◆ **About this task**:
Where does the word "ซอยส" show up in the records? Copy every line that has it.
---------- Input data ----------
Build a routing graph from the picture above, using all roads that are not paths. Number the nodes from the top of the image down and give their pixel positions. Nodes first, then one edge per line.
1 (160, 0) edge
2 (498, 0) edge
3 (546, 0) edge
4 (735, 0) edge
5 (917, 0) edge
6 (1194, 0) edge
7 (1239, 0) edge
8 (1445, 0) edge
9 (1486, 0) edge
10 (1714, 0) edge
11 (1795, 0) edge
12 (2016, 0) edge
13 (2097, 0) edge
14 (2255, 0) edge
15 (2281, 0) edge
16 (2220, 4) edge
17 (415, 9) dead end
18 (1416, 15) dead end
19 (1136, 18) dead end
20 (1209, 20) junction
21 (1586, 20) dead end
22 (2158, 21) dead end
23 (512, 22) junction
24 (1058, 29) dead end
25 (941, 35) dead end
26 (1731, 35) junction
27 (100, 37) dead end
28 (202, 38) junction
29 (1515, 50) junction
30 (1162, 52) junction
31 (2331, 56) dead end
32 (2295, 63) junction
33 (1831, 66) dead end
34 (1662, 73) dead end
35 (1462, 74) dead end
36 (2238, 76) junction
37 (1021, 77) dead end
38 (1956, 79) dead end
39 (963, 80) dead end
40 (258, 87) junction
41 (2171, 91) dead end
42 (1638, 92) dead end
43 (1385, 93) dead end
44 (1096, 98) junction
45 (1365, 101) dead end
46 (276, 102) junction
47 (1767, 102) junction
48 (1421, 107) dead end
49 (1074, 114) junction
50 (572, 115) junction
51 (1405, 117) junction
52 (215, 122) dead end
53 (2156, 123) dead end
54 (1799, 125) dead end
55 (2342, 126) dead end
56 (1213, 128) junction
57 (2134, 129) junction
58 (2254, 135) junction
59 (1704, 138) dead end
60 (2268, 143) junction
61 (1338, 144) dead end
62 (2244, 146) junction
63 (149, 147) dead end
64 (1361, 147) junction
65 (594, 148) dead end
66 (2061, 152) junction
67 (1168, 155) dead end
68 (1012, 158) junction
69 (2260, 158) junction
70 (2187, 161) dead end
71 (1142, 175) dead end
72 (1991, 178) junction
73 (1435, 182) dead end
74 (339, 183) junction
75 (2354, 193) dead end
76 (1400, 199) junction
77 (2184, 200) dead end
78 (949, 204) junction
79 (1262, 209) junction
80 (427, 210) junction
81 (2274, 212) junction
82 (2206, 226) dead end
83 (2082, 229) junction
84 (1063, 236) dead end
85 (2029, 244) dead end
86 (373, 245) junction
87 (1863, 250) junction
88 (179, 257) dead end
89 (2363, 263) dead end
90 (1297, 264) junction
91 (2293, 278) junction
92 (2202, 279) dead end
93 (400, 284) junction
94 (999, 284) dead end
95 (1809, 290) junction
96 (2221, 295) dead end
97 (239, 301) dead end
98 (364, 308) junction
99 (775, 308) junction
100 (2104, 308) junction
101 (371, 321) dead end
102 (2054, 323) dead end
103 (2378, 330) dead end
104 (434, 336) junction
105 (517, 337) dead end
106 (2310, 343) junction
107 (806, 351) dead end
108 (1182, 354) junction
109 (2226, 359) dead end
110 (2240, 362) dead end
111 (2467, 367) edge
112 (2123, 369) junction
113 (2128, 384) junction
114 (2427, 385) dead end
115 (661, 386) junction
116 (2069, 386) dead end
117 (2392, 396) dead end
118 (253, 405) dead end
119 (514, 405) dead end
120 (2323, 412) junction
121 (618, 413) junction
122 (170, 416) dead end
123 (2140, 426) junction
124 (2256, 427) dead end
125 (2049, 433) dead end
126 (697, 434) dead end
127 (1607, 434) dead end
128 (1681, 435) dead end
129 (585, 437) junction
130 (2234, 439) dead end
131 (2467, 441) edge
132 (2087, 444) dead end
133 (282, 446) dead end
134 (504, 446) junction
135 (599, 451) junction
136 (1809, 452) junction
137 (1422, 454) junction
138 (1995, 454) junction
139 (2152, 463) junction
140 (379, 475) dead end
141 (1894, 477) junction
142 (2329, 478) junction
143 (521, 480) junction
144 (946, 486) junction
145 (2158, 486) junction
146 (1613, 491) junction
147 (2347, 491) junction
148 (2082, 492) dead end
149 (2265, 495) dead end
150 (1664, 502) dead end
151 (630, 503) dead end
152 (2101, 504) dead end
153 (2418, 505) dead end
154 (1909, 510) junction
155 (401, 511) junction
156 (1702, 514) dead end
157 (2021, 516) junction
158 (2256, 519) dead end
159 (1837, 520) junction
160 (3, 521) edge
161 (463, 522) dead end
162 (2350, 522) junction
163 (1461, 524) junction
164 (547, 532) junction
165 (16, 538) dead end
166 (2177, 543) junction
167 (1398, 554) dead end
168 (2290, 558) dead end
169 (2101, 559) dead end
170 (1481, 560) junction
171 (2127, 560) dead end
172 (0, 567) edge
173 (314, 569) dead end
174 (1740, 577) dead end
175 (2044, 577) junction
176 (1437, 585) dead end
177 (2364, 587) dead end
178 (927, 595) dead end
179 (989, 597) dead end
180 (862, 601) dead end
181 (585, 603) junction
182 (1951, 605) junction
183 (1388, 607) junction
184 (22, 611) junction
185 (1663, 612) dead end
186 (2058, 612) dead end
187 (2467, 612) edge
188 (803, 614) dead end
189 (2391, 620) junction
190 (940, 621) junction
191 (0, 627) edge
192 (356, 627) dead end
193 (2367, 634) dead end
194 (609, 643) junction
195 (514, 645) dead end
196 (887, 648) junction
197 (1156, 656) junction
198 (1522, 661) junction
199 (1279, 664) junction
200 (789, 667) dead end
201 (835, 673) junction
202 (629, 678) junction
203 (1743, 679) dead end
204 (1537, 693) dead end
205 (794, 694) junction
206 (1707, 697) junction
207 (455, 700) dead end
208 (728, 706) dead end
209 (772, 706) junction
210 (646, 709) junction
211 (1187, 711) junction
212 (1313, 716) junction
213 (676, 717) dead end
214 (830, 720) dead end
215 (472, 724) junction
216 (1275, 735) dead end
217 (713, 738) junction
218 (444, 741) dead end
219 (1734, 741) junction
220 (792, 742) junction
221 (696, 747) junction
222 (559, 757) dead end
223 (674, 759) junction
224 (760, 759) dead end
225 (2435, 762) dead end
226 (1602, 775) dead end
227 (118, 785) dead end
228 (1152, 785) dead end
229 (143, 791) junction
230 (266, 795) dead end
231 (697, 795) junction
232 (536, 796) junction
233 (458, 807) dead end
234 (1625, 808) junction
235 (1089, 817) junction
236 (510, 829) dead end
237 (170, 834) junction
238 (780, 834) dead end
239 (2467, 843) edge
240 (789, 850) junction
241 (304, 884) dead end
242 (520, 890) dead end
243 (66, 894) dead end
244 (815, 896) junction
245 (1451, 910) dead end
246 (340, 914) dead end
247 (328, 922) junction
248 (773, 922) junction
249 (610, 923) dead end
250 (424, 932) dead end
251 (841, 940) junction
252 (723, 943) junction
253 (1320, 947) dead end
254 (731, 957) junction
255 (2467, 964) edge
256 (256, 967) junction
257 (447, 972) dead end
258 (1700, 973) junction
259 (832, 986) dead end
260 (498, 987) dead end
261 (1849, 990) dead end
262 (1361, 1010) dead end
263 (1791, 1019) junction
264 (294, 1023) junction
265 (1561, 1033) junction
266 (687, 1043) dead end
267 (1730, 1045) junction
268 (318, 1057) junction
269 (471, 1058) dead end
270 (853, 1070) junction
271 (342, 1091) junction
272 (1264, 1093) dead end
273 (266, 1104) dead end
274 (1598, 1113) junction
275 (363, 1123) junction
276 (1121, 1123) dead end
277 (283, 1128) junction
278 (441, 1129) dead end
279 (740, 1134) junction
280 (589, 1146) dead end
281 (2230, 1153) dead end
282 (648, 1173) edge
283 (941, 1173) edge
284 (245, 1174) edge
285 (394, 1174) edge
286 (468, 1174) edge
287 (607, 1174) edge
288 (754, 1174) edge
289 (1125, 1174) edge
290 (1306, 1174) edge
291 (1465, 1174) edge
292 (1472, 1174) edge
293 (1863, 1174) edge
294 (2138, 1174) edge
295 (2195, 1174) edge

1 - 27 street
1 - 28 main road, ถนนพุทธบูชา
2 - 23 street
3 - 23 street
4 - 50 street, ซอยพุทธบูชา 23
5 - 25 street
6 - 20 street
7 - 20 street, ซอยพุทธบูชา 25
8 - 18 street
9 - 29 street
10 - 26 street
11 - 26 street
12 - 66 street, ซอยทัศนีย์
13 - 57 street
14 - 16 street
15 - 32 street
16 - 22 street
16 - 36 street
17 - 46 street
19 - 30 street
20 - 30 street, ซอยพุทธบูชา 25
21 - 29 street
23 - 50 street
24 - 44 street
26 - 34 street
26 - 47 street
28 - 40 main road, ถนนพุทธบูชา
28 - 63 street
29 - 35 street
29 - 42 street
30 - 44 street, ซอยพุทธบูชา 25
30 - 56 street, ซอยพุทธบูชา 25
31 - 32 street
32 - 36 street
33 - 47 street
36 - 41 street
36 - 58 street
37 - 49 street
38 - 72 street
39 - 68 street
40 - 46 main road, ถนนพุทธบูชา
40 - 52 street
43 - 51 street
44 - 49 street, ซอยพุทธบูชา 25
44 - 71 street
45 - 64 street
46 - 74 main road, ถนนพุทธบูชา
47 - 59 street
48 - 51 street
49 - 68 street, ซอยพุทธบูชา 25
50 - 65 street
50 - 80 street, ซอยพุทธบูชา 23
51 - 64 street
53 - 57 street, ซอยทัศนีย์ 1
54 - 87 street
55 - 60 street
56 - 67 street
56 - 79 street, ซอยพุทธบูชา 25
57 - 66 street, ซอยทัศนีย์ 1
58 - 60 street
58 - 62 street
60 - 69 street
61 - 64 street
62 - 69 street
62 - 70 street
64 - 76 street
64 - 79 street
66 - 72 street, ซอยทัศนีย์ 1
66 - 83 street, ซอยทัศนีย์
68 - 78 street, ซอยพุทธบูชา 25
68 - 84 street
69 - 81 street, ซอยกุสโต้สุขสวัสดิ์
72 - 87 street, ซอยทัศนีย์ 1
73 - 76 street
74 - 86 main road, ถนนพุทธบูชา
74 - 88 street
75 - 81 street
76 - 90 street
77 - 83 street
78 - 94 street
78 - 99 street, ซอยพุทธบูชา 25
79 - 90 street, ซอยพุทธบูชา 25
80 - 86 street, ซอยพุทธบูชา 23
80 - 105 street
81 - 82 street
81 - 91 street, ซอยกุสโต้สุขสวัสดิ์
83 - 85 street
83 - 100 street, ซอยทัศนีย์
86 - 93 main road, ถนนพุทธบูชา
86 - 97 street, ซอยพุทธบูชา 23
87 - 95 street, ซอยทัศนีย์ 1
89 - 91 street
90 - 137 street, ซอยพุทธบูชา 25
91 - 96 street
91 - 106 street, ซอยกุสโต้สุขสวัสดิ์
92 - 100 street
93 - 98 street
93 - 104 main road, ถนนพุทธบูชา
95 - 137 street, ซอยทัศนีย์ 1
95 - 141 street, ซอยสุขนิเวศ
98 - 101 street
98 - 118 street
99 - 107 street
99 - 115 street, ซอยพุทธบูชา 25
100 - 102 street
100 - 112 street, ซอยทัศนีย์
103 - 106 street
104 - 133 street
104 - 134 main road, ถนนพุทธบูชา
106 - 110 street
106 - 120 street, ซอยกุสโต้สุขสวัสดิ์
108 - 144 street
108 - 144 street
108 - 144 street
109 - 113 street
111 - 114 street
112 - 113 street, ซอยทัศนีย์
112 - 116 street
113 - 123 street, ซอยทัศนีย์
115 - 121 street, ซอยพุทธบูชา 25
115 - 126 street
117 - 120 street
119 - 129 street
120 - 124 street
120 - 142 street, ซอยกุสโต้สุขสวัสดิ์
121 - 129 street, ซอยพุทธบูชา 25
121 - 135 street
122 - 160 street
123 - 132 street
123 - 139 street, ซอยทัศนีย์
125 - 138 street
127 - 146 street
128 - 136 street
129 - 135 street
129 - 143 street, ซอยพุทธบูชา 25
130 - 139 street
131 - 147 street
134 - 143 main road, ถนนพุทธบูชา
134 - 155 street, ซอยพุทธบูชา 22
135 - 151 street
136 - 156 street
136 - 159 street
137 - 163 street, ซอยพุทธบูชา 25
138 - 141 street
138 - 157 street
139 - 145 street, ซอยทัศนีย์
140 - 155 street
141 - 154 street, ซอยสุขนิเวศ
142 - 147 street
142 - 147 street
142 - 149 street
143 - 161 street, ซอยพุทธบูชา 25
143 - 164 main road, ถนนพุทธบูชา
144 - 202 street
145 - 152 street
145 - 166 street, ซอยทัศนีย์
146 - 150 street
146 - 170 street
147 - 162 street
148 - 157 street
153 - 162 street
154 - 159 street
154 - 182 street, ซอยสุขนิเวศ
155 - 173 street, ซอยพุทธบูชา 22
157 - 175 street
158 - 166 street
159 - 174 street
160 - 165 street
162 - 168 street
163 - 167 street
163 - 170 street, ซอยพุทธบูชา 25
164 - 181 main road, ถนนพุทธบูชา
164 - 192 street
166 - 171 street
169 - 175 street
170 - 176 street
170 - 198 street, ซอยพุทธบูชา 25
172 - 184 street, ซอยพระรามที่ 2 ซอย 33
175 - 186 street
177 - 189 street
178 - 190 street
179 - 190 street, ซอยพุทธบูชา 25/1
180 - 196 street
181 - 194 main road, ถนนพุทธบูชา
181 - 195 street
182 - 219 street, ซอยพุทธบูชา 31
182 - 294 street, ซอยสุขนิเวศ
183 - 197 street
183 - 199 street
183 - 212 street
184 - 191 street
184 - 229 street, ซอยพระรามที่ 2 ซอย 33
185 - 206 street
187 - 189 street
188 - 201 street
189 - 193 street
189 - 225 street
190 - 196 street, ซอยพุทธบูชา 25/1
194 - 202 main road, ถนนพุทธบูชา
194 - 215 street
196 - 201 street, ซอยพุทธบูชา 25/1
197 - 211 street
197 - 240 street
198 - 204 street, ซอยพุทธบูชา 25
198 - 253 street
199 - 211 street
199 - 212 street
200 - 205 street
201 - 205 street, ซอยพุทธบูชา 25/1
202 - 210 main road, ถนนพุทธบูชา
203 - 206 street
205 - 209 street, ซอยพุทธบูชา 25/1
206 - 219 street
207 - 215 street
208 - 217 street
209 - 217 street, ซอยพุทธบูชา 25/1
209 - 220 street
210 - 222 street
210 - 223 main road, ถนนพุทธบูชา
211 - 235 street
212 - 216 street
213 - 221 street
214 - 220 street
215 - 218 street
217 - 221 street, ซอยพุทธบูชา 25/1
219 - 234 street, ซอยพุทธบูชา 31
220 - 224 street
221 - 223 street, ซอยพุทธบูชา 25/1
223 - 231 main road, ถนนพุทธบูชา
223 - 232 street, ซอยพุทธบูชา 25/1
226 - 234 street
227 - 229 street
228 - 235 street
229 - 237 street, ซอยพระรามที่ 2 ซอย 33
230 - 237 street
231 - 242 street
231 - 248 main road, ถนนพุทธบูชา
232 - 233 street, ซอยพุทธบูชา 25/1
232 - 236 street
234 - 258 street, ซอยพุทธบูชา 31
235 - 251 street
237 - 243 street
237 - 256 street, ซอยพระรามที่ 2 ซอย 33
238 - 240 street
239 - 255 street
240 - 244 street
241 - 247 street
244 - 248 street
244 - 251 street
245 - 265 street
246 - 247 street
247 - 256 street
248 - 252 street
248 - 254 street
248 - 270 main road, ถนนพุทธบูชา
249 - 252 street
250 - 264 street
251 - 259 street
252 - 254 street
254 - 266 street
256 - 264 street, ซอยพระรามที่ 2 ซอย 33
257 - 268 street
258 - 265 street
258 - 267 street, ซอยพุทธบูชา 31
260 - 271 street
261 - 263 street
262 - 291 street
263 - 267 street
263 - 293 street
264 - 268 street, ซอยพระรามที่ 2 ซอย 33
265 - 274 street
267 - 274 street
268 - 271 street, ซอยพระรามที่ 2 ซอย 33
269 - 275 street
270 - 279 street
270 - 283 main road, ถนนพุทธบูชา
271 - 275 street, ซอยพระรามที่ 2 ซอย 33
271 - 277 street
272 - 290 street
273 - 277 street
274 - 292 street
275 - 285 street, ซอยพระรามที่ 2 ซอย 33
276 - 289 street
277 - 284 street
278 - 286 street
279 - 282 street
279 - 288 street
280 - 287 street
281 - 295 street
----------
◆ **Answer to the exercise**:
95 - 141 street, ซอยสุขนิเวศ
141 - 154 street, ซอยสุขนิเวศ
154 - 182 street, ซอยสุขนิเวศ
182 - 294 street, ซอยสุขนิเวศ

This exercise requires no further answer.